The following code should do what you expect:

import pandas as pd

# create a new dataframe from the original data
df = pd.DataFrame({
    'Date': ['1-8','1-8','1-8','2-8','2-8','2-8'],
    'Value1': [9,12,7,8,15,16],
    'Value2': [1,3,2,4,2,3]
})

# create a new column for the value range
df['Value Range'] = pd.cut(df['Value1'], range(0, 110, 10))

# group the data by date and value range
grouped_df = df.groupby(['Date', 'Value Range'])['Value2'].sum().reset_index()

# pivot the data to create the final dataframe
new_df = grouped_df.pivot(index='Date', columns='Value Range', values='Value2')

print(new_df)

This code delivers code ranges up to (90, 100]. In order to only get relavant ranges you could modify the code like this:

import math
import pandas as pd

# create a new dataframe from the original data
df = pd.DataFrame({
    'Date': ['1-8','1-8','1-8','2-8','2-8','2-8'],
    'Value1': [19,22,17,18,25,26],
    'Value2': [1,3,2,4,2,3]
})

# get the minimum and maximum values in Value1
lower_bound = df.Value1.min()
upper_bound = df.Value1.max()

# round down the lower bound to the nearest multiple of 10
lower_bound = math.floor(lower_bound/10)*10

# create a range of values from the lower bound to the upper bound, in increments of 10
value_range = range(lower_bound, upper_bound+10, 10)
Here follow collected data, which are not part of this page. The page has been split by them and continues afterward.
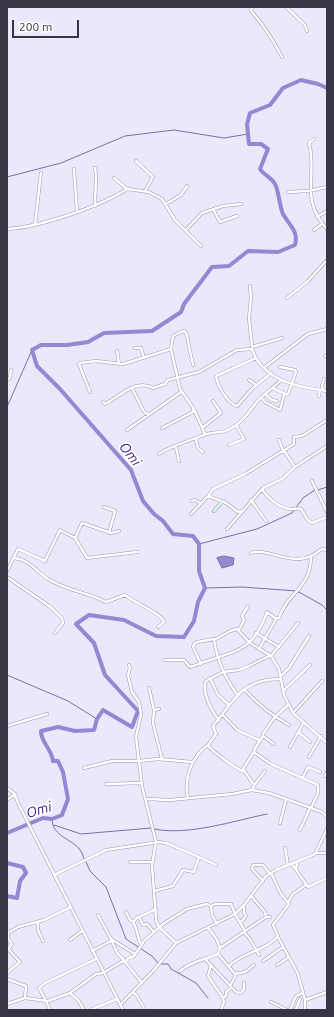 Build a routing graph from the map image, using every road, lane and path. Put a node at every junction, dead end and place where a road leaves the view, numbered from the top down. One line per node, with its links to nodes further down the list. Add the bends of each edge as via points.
1 (252, 7): 4 (street, via 251,11 277,44)
2 (286, 7): 3 (street, via 305,25)
3 (307, 31)
4 (282, 57)
5 (314, 139): 15 (street, via 309,143 312,155)
6 (136, 161): 14 (street, via 153,177)
7 (95, 168): 19 (street)
8 (74, 169): 22 (street)
9 (41, 173): 25 (street)
10 (114, 178): 13 (street)
11 (187, 186): 17 (street, via 181,195)
12 (327, 187): 15 (street)
13 (127, 189): 14 (street); 19 (street)
14 (145, 191): 17 (street, via 156,195)
15 (309, 191): 16 (street); 24 (street)
16 (288, 192)
17 (166, 204): 29 (street, via 175,220)
18 (241, 204): 20 (street)
19 (95, 206): 22 (street)
20 (214, 209): 23 (street, via 220,222); 29 (street, via 198,216)
21 (327, 211): 24 (street)
22 (77, 212): 25 (street)
23 (237, 216)
24 (317, 217): 26 (street)
25 (35, 224): 27 (street)
26 (322, 224): 28 (street); 30 (street)
27 (7, 229)
28 (327, 229)
29 (186, 230): 31 (street)
30 (314, 230)
31 (201, 246)
32 (327, 260): 34 (street, via 308,281)
33 (250, 286): 38 (street, via 249,318)
34 (287, 298)
35 (327, 329): 45 (street, via 308,334)
36 (282, 338): 38 (street)
37 (135, 348): 41 (street, via 141,348)
38 (252, 348): 42 (street); 49 (street, via 237,350 199,372)
39 (171, 349): 41 (street); 44 (street, via 173,336 186,332); 49 (street)
40 (117, 351): 43 (street)
41 (144, 358): 43 (street)
42 (256, 358): 45 (street); 55 (street, via 216,378 220,388 234,406 237,406)
43 (119, 364): 60 (street, via 96,361 80,363)
44 (193, 365)
45 (264, 367): 48 (street)
46 (280, 367): 54 (street, via 295,370)
47 (11, 370): 51 (street, via 10,378)
48 (271, 373): 53 (street); 55 (street)
49 (178, 378): 56 (street, via 153,388 148,385); 61 (street)
50 (324, 379): 58 (street)
51 (7, 380)
52 (249, 380): 55 (street)
53 (281, 380): 54 (street); 57 (street)
54 (292, 384): 58 (street, via 310,390); 63 (street)
55 (256, 385)
56 (132, 388): 69 (street, via 107,403); 72 (street)
57 (274, 389): 62 (street); 63 (street)
58 (322, 390): 59 (street); 64 (street)
59 (327, 391)
60 (90, 392)
61 (181, 392): 71 (street); 72 (street)
62 (265, 394): 65 (street); 66 (street)
63 (286, 394): 70 (street, via 280,410)
64 (318, 396)
65 (262, 398): 70 (street); 74 (street)
66 (272, 400): 68 (street); 70 (street)
67 (213, 401): 75 (street, via 221,414)
68 (277, 401)
69 (102, 402)
70 (270, 405)
71 (194, 409): 75 (street); 76 (street, via 193,412)
72 (148, 415): 77 (street)
73 (327, 420): 84 (street, via 302,436 294,437 294,444)
74 (236, 425): 78 (street, via 223,431); 81 (street, via 244,439)
75 (203, 427): 78 (street)
76 (162, 428)
77 (126, 430)
78 (206, 433): 79 (street)
79 (198, 438): 83 (street); 85 (street, via 197,444)
80 (279, 440): 84 (street)
81 (229, 445)
82 (327, 446): 88 (street)
83 (176, 447): 86 (street, via 165,449); 87 (street)
84 (283, 451): 88 (street); 91 (street, via 245,474 213,489)
85 (203, 452)
86 (159, 454)
87 (180, 461)
88 (295, 467): 90 (street, via 282,479)
89 (312, 482): 99 (street)
90 (262, 489): 92 (street); 101 (street, via 278,504 290,509 301,509 312,523)
91 (208, 496): 94 (street); 95 (street)
92 (251, 500): 98 (street); 102 (street)
93 (192, 501): 95 (street)
94 (222, 502): 97 (street); 98 (street, via 238,512)
95 (200, 503): 100 (street)
96 (104, 507): 105 (street, via 115,512)
97 (214, 511)
98 (242, 511): 103 (street)
99 (327, 512)
100 (191, 514)
101 (327, 517)
102 (266, 521)
103 (227, 529)
104 (119, 531): 105 (street)
105 (109, 533): 106 (street, via 82,523)
106 (75, 538): 108 (street, via 87,558); 111 (street, via 60,530 44,561 18,549)
107 (327, 550): 110 (street, via 322,549)
108 (137, 552)
109 (251, 553): 110 (street, via 293,559)
110 (311, 557): 115 (street, via 311,566 305,581)
111 (14, 558): 112 (street); 117 (street, via 27,563 49,580 72,592 97,597 106,602 125,596 160,614 164,622)
112 (7, 570)
113 (7, 578): 119 (street, via 49,606 62,618 63,623)
114 (248, 606): 118 (street, via 242,616 244,620)
115 (276, 618): 120 (street, via 268,611); 123 (street)
116 (298, 623): 125 (street)
117 (158, 627)
118 (239, 630): 122 (street); 124 (street)
119 (55, 633)
120 (256, 633): 123 (street); 124 (street)
121 (309, 636): 135 (street)
122 (215, 638): 128 (street); 130 (street, via 194,644)
123 (265, 639): 125 (street); 126 (street)
124 (250, 642): 126 (street); 128 (street, via 233,654)
125 (279, 646): 127 (street)
126 (259, 649): 127 (street)
127 (270, 656): 133 (street, via 239,670); 135 (street)
128 (218, 658): 130 (street); 133 (street)
129 (165, 660): 130 (street, via 184,660 190,667)
130 (201, 664)
131 (129, 665): 165 (street, via 128,675 132,692 139,702 142,714 136,737)
132 (310, 665): 139 (street)
133 (223, 672): 134 (street); 140 (street)
134 (210, 678): 142 (street, via 218,695); 149 (street, via 204,683 204,687)
135 (281, 678): 138 (street); 139 (street)
136 (322, 681): 145 (street)
137 (149, 688): 144 (street)
138 (244, 689): 140 (street); 148 (street)
139 (284, 690): 141 (street)
140 (237, 694): 142 (street)
141 (289, 704): 145 (street); 148 (street)
142 (229, 705): 147 (street)
143 (159, 709): 144 (street)
144 (154, 710): 164 (street, via 153,722)
145 (293, 712): 150 (street)
146 (47, 714): 151 (street)
147 (223, 715): 149 (street); 156 (street, via 237,730)
148 (274, 718): 152 (street); 154 (street)
149 (218, 720): 160 (street, via 213,728 216,737)
150 (304, 722): 153 (street); 155 (street)
151 (7, 726)
152 (289, 726)
153 (298, 732): 158 (street); 161 (street)
154 (263, 736): 156 (street); 159 (street)
155 (321, 736): 157 (street); 163 (street)
156 (259, 740): 162 (street)
157 (327, 741)
158 (310, 742)
159 (274, 744)
160 (208, 745): 166 (street); 168 (street, via 224,761)
161 (290, 747)
162 (254, 752): 168 (street); 173 (street, via 271,764)
163 (309, 757)
164 (162, 759): 165 (street); 166 (street)
165 (139, 761): 167 (street, via 112,761); 174 (street)
166 (192, 762): 180 (street, via 187,783)
167 (84, 768)
168 (244, 771): 176 (street)
169 (266, 771): 176 (street)
170 (320, 772): 173 (street, via 308,767)
171 (327, 772): 172 (street)
172 (325, 776)
173 (303, 777): 184 (street, via 318,787)
174 (142, 783): 175 (street); 181 (street)
175 (106, 784)
176 (254, 785): 178 (street)
177 (7, 788): 179 (street)
178 (252, 790): 180 (street); 182 (street)
179 (15, 794): 183 (street); 202 (street)
180 (188, 798): 181 (street)
181 (146, 799): 189 (street)
182 (286, 799): 184 (street); 186 (street)
183 (7, 800)
184 (310, 808): 185 (street, via 322,812); 188 (street)
185 (327, 817)
186 (280, 823)
187 (327, 829): 191 (street)
188 (300, 830)
189 (156, 842): 193 (street, via 166,843); 195 (street); 202 (street, via 106,850)
190 (285, 848): 199 (street)
191 (316, 853): 192 (street); 196 (street)
192 (327, 853)
193 (199, 857): 198 (street); 206 (street, via 194,872 183,870 173,886)
194 (130, 862): 195 (street)
195 (152, 862): 206 (street)
196 (297, 862): 197 (street); 200 (street)
197 (292, 864): 199 (street); 200 (street)
198 (216, 865)
199 (288, 865): 201 (street)
200 (296, 870): 205 (street)
201 (271, 874): 204 (street); 204 (street, via 263,865 253,865 252,869); 208 (street, via 280,894)
202 (54, 875): 211 (street)
203 (327, 878): 205 (street, via 310,887)
204 (263, 881): 207 (street)
205 (306, 885): 208 (street, via 293,894)
206 (154, 891): 212 (street)
207 (251, 896): 209 (street); 218 (street, via 265,912)
208 (288, 902): 228 (street, via 273,925)
209 (244, 905): 214 (street); 221 (street, via 246,916)
210 (211, 906): 214 (street, via 231,904); 222 (street); 223 (street, via 207,904 187,909)
211 (70, 907): 219 (street); 225 (street)
212 (156, 909): 216 (street); 223 (street)
213 (126, 912): 220 (street)
214 (235, 914): 221 (street); 222 (street)
215 (98, 915): 230 (street)
216 (139, 917): 220 (street); 226 (street, via 143,925 148,924)
217 (270, 917): 218 (street)
218 (266, 918): 227 (street)
219 (38, 922): 231 (street, via 38,930); 251 (street, via 18,927 8,933 12,944 8,949 20,962)
220 (133, 922): 233 (street, via 138,928 138,938)
221 (240, 923): 227 (street)
222 (217, 924): 224 (street)
223 (159, 927): 226 (street); 232 (street)
224 (208, 928): 232 (street); 235 (street)
225 (82, 931): 229 (street); 237 (street)
226 (153, 931): 233 (street)
227 (245, 931): 235 (street); 236 (street)
228 (278, 936): 234 (street); 236 (street)
229 (70, 940)
230 (111, 940): 237 (street); 238 (street); 245 (street)
231 (43, 941)
232 (176, 943): 256 (street)
233 (142, 946): 238 (street)
234 (283, 947): 241 (street); 244 (street)
235 (220, 948): 239 (street)
236 (257, 950): 240 (street); 248 (street)
237 (92, 951): 242 (street)
238 (135, 954): 245 (street)
239 (218, 954): 243 (street); 248 (street)
240 (259, 955)
241 (289, 957): 247 (street); 261 (street, via 298,974)
242 (96, 959): 252 (street); 268 (street, via 39,988)
243 (206, 960): 246 (street); 250 (street, via 188,964)
244 (263, 961)
245 (126, 962): 252 (street, via 123,961); 256 (street)
246 (211, 965): 257 (street); 263 (street, via 208,976)
247 (277, 965)
248 (230, 966): 253 (street)
249 (254, 966): 253 (street, via 245,972)
250 (180, 971)
251 (7, 973)
252 (104, 973): 260 (street, via 96,974); 266 (street)
253 (234, 974): 257 (street, via 236,977)
254 (7, 979): 262 (street, via 26,986)
255 (244, 983): 257 (street, via 244,989 240,994)
256 (142, 984): 258 (street)
257 (230, 987): 263 (street)
258 (133, 992): 271 (street); 276 (street)
259 (327, 992): 265 (street)
260 (70, 993): 268 (street); 273 (street)
261 (302, 993): 264 (street); 265 (street)
262 (25, 998): 268 (street); 270 (street)
263 (223, 998): 277 (street)
264 (295, 998): 267 (street); 278 (street)
265 (305, 998): 267 (street); 280 (street)
266 (117, 999): 271 (street); 274 (street)
267 (300, 999): 279 (street)
268 (48, 1001): 272 (street)
269 (271, 1002): 278 (street)
270 (7, 1004)
271 (120, 1005): 275 (street)
272 (50, 1010)
273 (84, 1010)
274 (90, 1010)
275 (123, 1010)
276 (145, 1010)
277 (222, 1010)
278 (286, 1010)
279 (296, 1010)
280 (305, 1010)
# create a new column for the value range
df['Value Range'] = pd.cut(df['Value1'], value_range)

# group the data by date and value range
grouped_df = df.groupby(['Date', 'Value Range'])['Value2'].sum().reset_index()

# pivot the data to create the final dataframe
new_df = grouped_df.pivot(index='Date', columns='Value Range', values='Value2')

print(new_df)

If you really want the ranges in the format 10-20, you could modify the code as follows:

# create labels for the value range in the format '10-20'
labels = [f"{lower}-{upper}" for lower, upper in zip(value_range[:-1], value_range[1:])]

# create a new column for the value range
df['Value Range'] = pd.cut(df['Value1'], value_range, labels=labels)